Pictures in the data below are not part of the copy; transcribe everything else exactly.
=== RECORD EXCERPTS ===
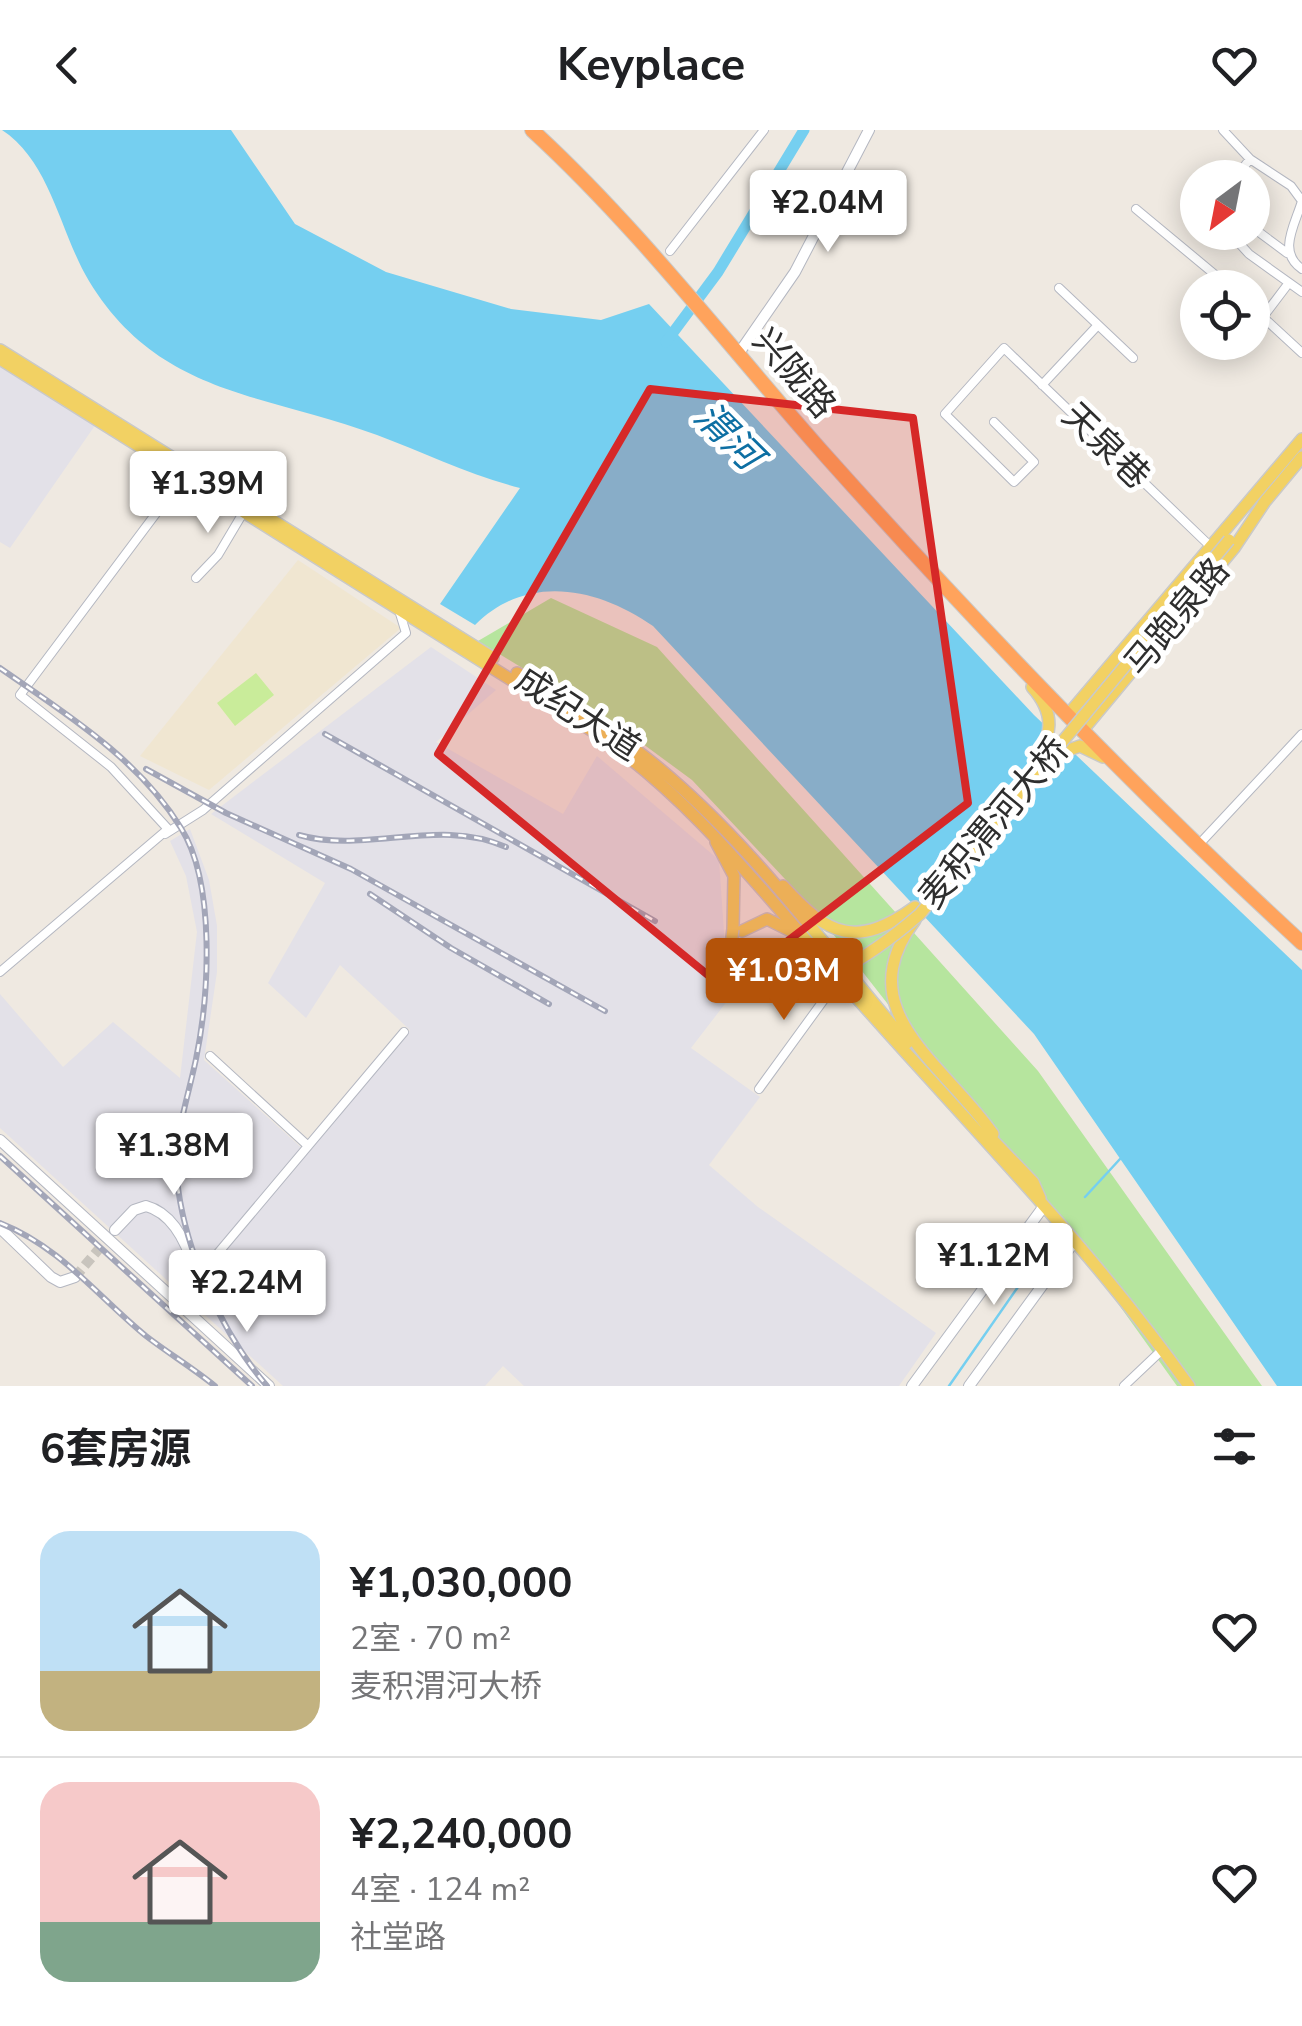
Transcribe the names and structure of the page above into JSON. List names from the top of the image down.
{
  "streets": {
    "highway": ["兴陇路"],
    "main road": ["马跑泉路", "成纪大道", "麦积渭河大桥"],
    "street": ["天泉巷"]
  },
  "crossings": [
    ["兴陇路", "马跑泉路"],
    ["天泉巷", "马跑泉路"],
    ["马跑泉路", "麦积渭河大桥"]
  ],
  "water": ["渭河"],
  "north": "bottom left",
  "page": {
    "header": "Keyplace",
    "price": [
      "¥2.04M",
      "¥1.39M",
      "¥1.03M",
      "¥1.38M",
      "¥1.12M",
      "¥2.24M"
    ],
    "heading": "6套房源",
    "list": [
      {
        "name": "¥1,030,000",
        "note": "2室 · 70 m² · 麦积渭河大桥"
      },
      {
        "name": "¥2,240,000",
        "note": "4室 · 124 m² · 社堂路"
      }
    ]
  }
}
===
§ ANSWER BELOW:
Transcribe the names and structure of the page above into JSON. List names from the top of the image down.
{
  "streets": {
    "highway": ["兴陇路"],
    "main road": ["马跑泉路", "成纪大道", "麦积渭河大桥"],
    "street": ["天泉巷"]
  },
  "crossings": [
    ["兴陇路", "马跑泉路"],
    ["天泉巷", "马跑泉路"],
    ["马跑泉路", "麦积渭河大桥"]
  ],
  "water": ["渭河"],
  "north": "bottom left",
  "page": {
    "header": "Keyplace",
    "price": [
      "¥2.04M",
      "¥1.39M",
      "¥1.03M",
      "¥1.38M",
      "¥1.12M",
      "¥2.24M"
    ],
    "heading": "6套房源",
    "list": [
      {
        "name": "¥1,030,000",
        "note": "2室 · 70 m² · 麦积渭河大桥"
      },
      {
        "name": "¥2,240,000",
        "note": "4室 · 124 m² · 社堂路"
      }
    ]
  }
}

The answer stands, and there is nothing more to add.